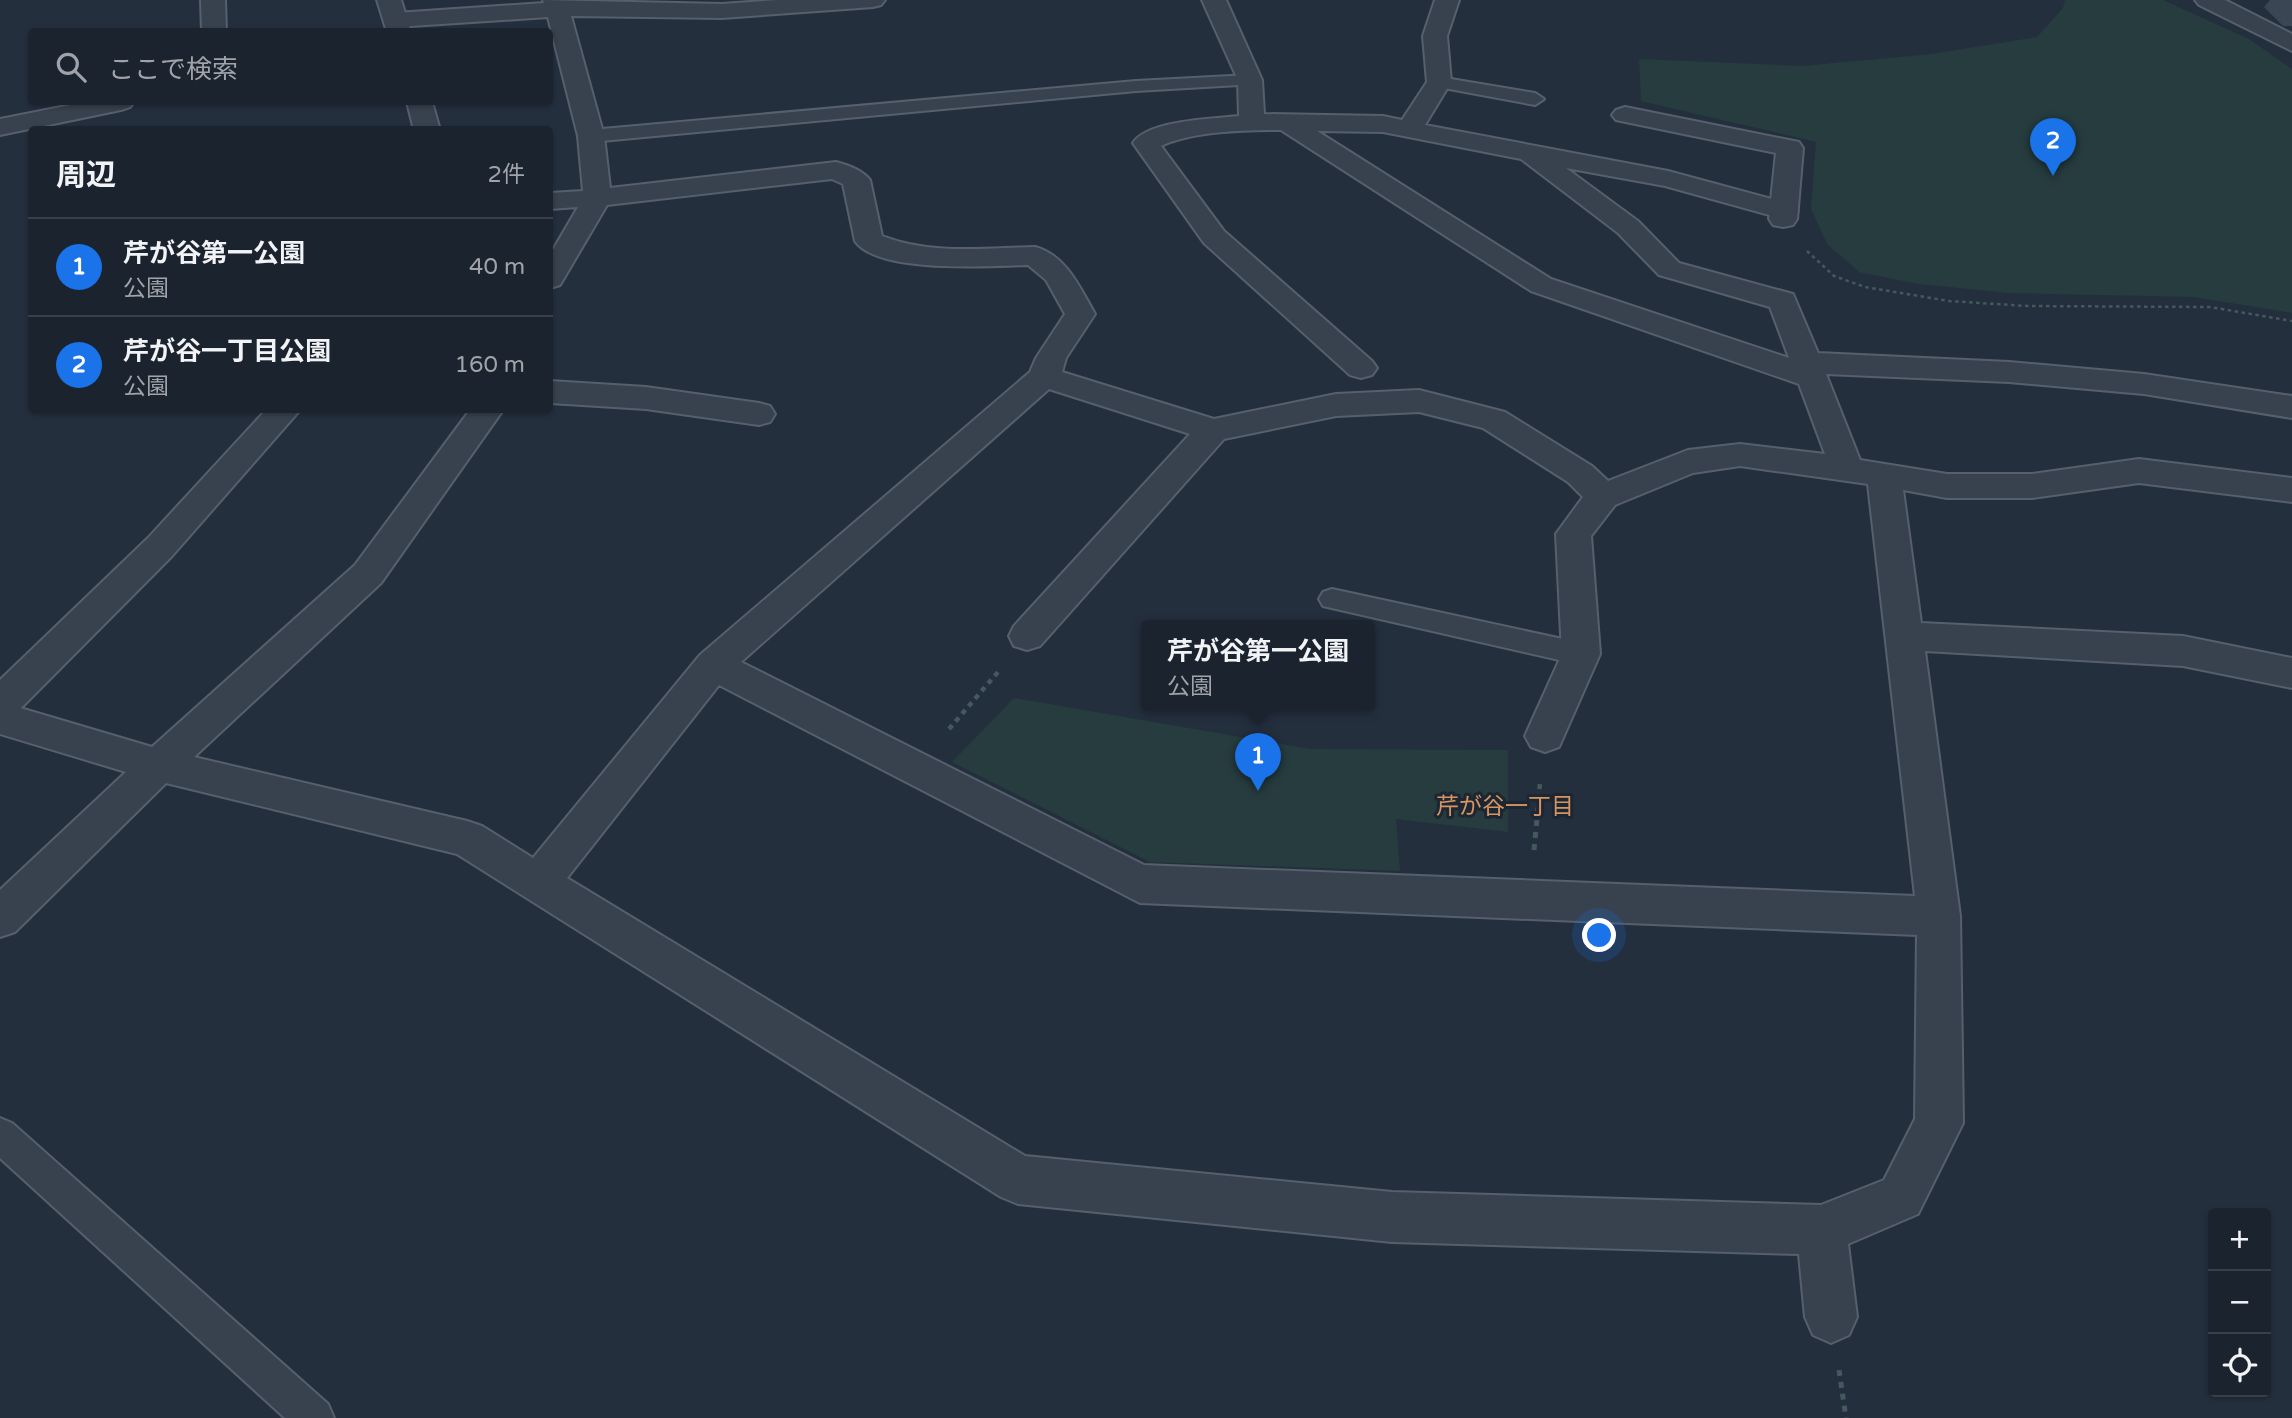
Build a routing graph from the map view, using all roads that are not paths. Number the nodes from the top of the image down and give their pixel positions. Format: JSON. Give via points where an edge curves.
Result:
{"nodes":[{"id":1,"x":213,"y":0,"type":"edge"},
{"id":2,"x":873,"y":0,"type":"edge"},
{"id":3,"x":1214,"y":0,"type":"edge"},
{"id":4,"x":1447,"y":0,"type":"edge"},
{"id":5,"x":2207,"y":0,"type":"edge"},
{"id":6,"x":556,"y":4,"type":"edge"},
{"id":7,"x":722,"y":6,"type":"edge"},
{"id":8,"x":395,"y":17,"type":"edge"},
{"id":9,"x":214,"y":28,"type":"edge"},
{"id":10,"x":2292,"y":44,"type":"edge"},
{"id":11,"x":1250,"y":80,"type":"junction"},
{"id":12,"x":1439,"y":82,"type":"junction"},
{"id":13,"x":1535,"y":99,"type":"dead end"},
{"id":14,"x":106,"y":105,"type":"edge"},
{"id":15,"x":421,"y":105,"type":"edge"},
{"id":16,"x":1625,"y":115,"type":"dead end"},
{"id":17,"x":1252,"y":122,"type":"junction"},
{"id":18,"x":1287,"y":122,"type":"junction"},
{"id":19,"x":426,"y":126,"type":"edge"},
{"id":20,"x":0,"y":127,"type":"edge"},
{"id":21,"x":1409,"y":130,"type":"junction"},
{"id":22,"x":591,"y":136,"type":"junction"},
{"id":23,"x":1530,"y":153,"type":"junction"},
{"id":24,"x":597,"y":198,"type":"junction"},
{"id":25,"x":553,"y":201,"type":"edge"},
{"id":26,"x":553,"y":274,"type":"edge"},
{"id":27,"x":1361,"y":368,"type":"dead end"},
{"id":28,"x":1810,"y":370,"type":"junction"},
{"id":29,"x":1044,"y":377,"type":"junction"},
{"id":30,"x":553,"y":392,"type":"edge"},
{"id":31,"x":2292,"y":407,"type":"edge"},
{"id":32,"x":281,"y":413,"type":"edge"},
{"id":33,"x":485,"y":413,"type":"edge"},
{"id":34,"x":760,"y":414,"type":"dead end"},
{"id":35,"x":1213,"y":429,"type":"junction"},
{"id":36,"x":1865,"y":472,"type":"junction"},
{"id":37,"x":2292,"y":489,"type":"edge"},
{"id":38,"x":1603,"y":496,"type":"junction"},
{"id":39,"x":1332,"y":599,"type":"dead end"},
{"id":40,"x":1027,"y":636,"type":"road end"},
{"id":41,"x":1905,"y":636,"type":"junction"},
{"id":42,"x":1581,"y":654,"type":"junction"},
{"id":43,"x":713,"y":664,"type":"junction"},
{"id":44,"x":2292,"y":673,"type":"edge"},
{"id":45,"x":0,"y":704,"type":"edge"},
{"id":46,"x":0,"y":718,"type":"edge"},
{"id":47,"x":1545,"y":736,"type":"road end"},
{"id":48,"x":159,"y":765,"type":"junction"},
{"id":49,"x":537,"y":884,"type":"junction"},
{"id":50,"x":1939,"y":916,"type":"junction"},
{"id":51,"x":0,"y":918,"type":"edge"},
{"id":52,"x":0,"y":1135,"type":"edge"},
{"id":53,"x":1821,"y":1230,"type":"junction"},
{"id":54,"x":1831,"y":1317,"type":"dead end"},
{"id":55,"x":314,"y":1418,"type":"edge"}],
"edges":[{"from":1,"to":9,"type":"street"},
{"from":2,"to":7,"type":"street"},
{"from":3,"to":11,"type":"street"},
{"from":4,"to":12,"type":"street","via":[[1434,36]]},
{"from":5,"to":10,"type":"street"},
{"from":6,"to":7,"type":"street"},
{"from":6,"to":8,"type":"street"},
{"from":6,"to":22,"type":"street"},
{"from":11,"to":17,"type":"street"},
{"from":11,"to":22,"type":"lane","via":[[1136,86]]},
{"from":12,"to":13,"type":"lane"},
{"from":12,"to":21,"type":"street"},
{"from":14,"to":20,"type":"street"},
{"from":15,"to":19,"type":"street"},
{"from":16,"to":23,"type":"street","via":[[1790,148],[1784,215],[1668,179]]},
{"from":17,"to":18,"type":"street"},
{"from":17,"to":27,"type":"street","via":[[1168,133],[1146,143],[1214,237]]},
{"from":18,"to":21,"type":"street","via":[[1384,124]]},
{"from":18,"to":28,"type":"street","via":[[1541,285]]},
{"from":21,"to":23,"type":"street"},
{"from":22,"to":24,"type":"street"},
{"from":23,"to":28,"type":"street","via":[[1628,227],[1669,269],[1783,301]]},
{"from":24,"to":25,"type":"street"},
{"from":24,"to":26,"type":"street"},
{"from":24,"to":29,"type":"street","via":[[836,170],[856,180],[869,241],[900,253],[935,258],[1035,256],[1058,275],[1080,314]]},
{"from":28,"to":31,"type":"street","via":[[2009,372],[2144,384]]},
{"from":28,"to":36,"type":"street"},
{"from":29,"to":35,"type":"street"},
{"from":29,"to":43,"type":"street"},
{"from":30,"to":34,"type":"street","via":[[646,398]]},
{"from":32,"to":45,"type":"street","via":[[160,547]]},
{"from":33,"to":48,"type":"street","via":[[368,574]]},
{"from":35,"to":38,"type":"street","via":[[1336,405],[1419,401],[1494,420],[1580,474]]},
{"from":35,"to":40,"type":"street"},
{"from":36,"to":37,"type":"street","via":[[1947,486],[2032,486],[2139,471]]},
{"from":36,"to":38,"type":"street","via":[[1740,455],[1688,462]]},
{"from":36,"to":41,"type":"street"},
{"from":38,"to":42,"type":"street","via":[[1573,534]]},
{"from":39,"to":42,"type":"lane"},
{"from":41,"to":44,"type":"street","via":[[2183,651]]},
{"from":41,"to":50,"type":"street"},
{"from":42,"to":47,"type":"street"},
{"from":43,"to":49,"type":"street"},
{"from":43,"to":50,"type":"street","via":[[925,755],[1140,884]]},
{"from":46,"to":48,"type":"street"},
{"from":48,"to":49,"type":"street","via":[[467,839]]},
{"from":48,"to":51,"type":"street"},
{"from":49,"to":53,"type":"street","via":[[1018,1180],[1392,1217]]},
{"from":50,"to":53,"type":"street","via":[[1940,1123],[1901,1197]]},
{"from":52,"to":55,"type":"lane"},
{"from":53,"to":54,"type":"street"}]}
__________
Reproduce the listing verbatim, and keep the pictures out of the copy.

Task solution:
Build a routing graph from the map view, using all roads that are not paths. Number the nodes from the top of the image down and give their pixel positions. Format: JSON. Give via points where an edge curves.
Result:
{"nodes":[{"id":1,"x":213,"y":0,"type":"edge"},
{"id":2,"x":873,"y":0,"type":"edge"},
{"id":3,"x":1214,"y":0,"type":"edge"},
{"id":4,"x":1447,"y":0,"type":"edge"},
{"id":5,"x":2207,"y":0,"type":"edge"},
{"id":6,"x":556,"y":4,"type":"edge"},
{"id":7,"x":722,"y":6,"type":"edge"},
{"id":8,"x":395,"y":17,"type":"edge"},
{"id":9,"x":214,"y":28,"type":"edge"},
{"id":10,"x":2292,"y":44,"type":"edge"},
{"id":11,"x":1250,"y":80,"type":"junction"},
{"id":12,"x":1439,"y":82,"type":"junction"},
{"id":13,"x":1535,"y":99,"type":"dead end"},
{"id":14,"x":106,"y":105,"type":"edge"},
{"id":15,"x":421,"y":105,"type":"edge"},
{"id":16,"x":1625,"y":115,"type":"dead end"},
{"id":17,"x":1252,"y":122,"type":"junction"},
{"id":18,"x":1287,"y":122,"type":"junction"},
{"id":19,"x":426,"y":126,"type":"edge"},
{"id":20,"x":0,"y":127,"type":"edge"},
{"id":21,"x":1409,"y":130,"type":"junction"},
{"id":22,"x":591,"y":136,"type":"junction"},
{"id":23,"x":1530,"y":153,"type":"junction"},
{"id":24,"x":597,"y":198,"type":"junction"},
{"id":25,"x":553,"y":201,"type":"edge"},
{"id":26,"x":553,"y":274,"type":"edge"},
{"id":27,"x":1361,"y":368,"type":"dead end"},
{"id":28,"x":1810,"y":370,"type":"junction"},
{"id":29,"x":1044,"y":377,"type":"junction"},
{"id":30,"x":553,"y":392,"type":"edge"},
{"id":31,"x":2292,"y":407,"type":"edge"},
{"id":32,"x":281,"y":413,"type":"edge"},
{"id":33,"x":485,"y":413,"type":"edge"},
{"id":34,"x":760,"y":414,"type":"dead end"},
{"id":35,"x":1213,"y":429,"type":"junction"},
{"id":36,"x":1865,"y":472,"type":"junction"},
{"id":37,"x":2292,"y":489,"type":"edge"},
{"id":38,"x":1603,"y":496,"type":"junction"},
{"id":39,"x":1332,"y":599,"type":"dead end"},
{"id":40,"x":1027,"y":636,"type":"road end"},
{"id":41,"x":1905,"y":636,"type":"junction"},
{"id":42,"x":1581,"y":654,"type":"junction"},
{"id":43,"x":713,"y":664,"type":"junction"},
{"id":44,"x":2292,"y":673,"type":"edge"},
{"id":45,"x":0,"y":704,"type":"edge"},
{"id":46,"x":0,"y":718,"type":"edge"},
{"id":47,"x":1545,"y":736,"type":"road end"},
{"id":48,"x":159,"y":765,"type":"junction"},
{"id":49,"x":537,"y":884,"type":"junction"},
{"id":50,"x":1939,"y":916,"type":"junction"},
{"id":51,"x":0,"y":918,"type":"edge"},
{"id":52,"x":0,"y":1135,"type":"edge"},
{"id":53,"x":1821,"y":1230,"type":"junction"},
{"id":54,"x":1831,"y":1317,"type":"dead end"},
{"id":55,"x":314,"y":1418,"type":"edge"}],
"edges":[{"from":1,"to":9,"type":"street"},
{"from":2,"to":7,"type":"street"},
{"from":3,"to":11,"type":"street"},
{"from":4,"to":12,"type":"street","via":[[1434,36]]},
{"from":5,"to":10,"type":"street"},
{"from":6,"to":7,"type":"street"},
{"from":6,"to":8,"type":"street"},
{"from":6,"to":22,"type":"street"},
{"from":11,"to":17,"type":"street"},
{"from":11,"to":22,"type":"lane","via":[[1136,86]]},
{"from":12,"to":13,"type":"lane"},
{"from":12,"to":21,"type":"street"},
{"from":14,"to":20,"type":"street"},
{"from":15,"to":19,"type":"street"},
{"from":16,"to":23,"type":"street","via":[[1790,148],[1784,215],[1668,179]]},
{"from":17,"to":18,"type":"street"},
{"from":17,"to":27,"type":"street","via":[[1168,133],[1146,143],[1214,237]]},
{"from":18,"to":21,"type":"street","via":[[1384,124]]},
{"from":18,"to":28,"type":"street","via":[[1541,285]]},
{"from":21,"to":23,"type":"street"},
{"from":22,"to":24,"type":"street"},
{"from":23,"to":28,"type":"street","via":[[1628,227],[1669,269],[1783,301]]},
{"from":24,"to":25,"type":"street"},
{"from":24,"to":26,"type":"street"},
{"from":24,"to":29,"type":"street","via":[[836,170],[856,180],[869,241],[900,253],[935,258],[1035,256],[1058,275],[1080,314]]},
{"from":28,"to":31,"type":"street","via":[[2009,372],[2144,384]]},
{"from":28,"to":36,"type":"street"},
{"from":29,"to":35,"type":"street"},
{"from":29,"to":43,"type":"street"},
{"from":30,"to":34,"type":"street","via":[[646,398]]},
{"from":32,"to":45,"type":"street","via":[[160,547]]},
{"from":33,"to":48,"type":"street","via":[[368,574]]},
{"from":35,"to":38,"type":"street","via":[[1336,405],[1419,401],[1494,420],[1580,474]]},
{"from":35,"to":40,"type":"street"},
{"from":36,"to":37,"type":"street","via":[[1947,486],[2032,486],[2139,471]]},
{"from":36,"to":38,"type":"street","via":[[1740,455],[1688,462]]},
{"from":36,"to":41,"type":"street"},
{"from":38,"to":42,"type":"street","via":[[1573,534]]},
{"from":39,"to":42,"type":"lane"},
{"from":41,"to":44,"type":"street","via":[[2183,651]]},
{"from":41,"to":50,"type":"street"},
{"from":42,"to":47,"type":"street"},
{"from":43,"to":49,"type":"street"},
{"from":43,"to":50,"type":"street","via":[[925,755],[1140,884]]},
{"from":46,"to":48,"type":"street"},
{"from":48,"to":49,"type":"street","via":[[467,839]]},
{"from":48,"to":51,"type":"street"},
{"from":49,"to":53,"type":"street","via":[[1018,1180],[1392,1217]]},
{"from":50,"to":53,"type":"street","via":[[1940,1123],[1901,1197]]},
{"from":52,"to":55,"type":"lane"},
{"from":53,"to":54,"type":"street"}]}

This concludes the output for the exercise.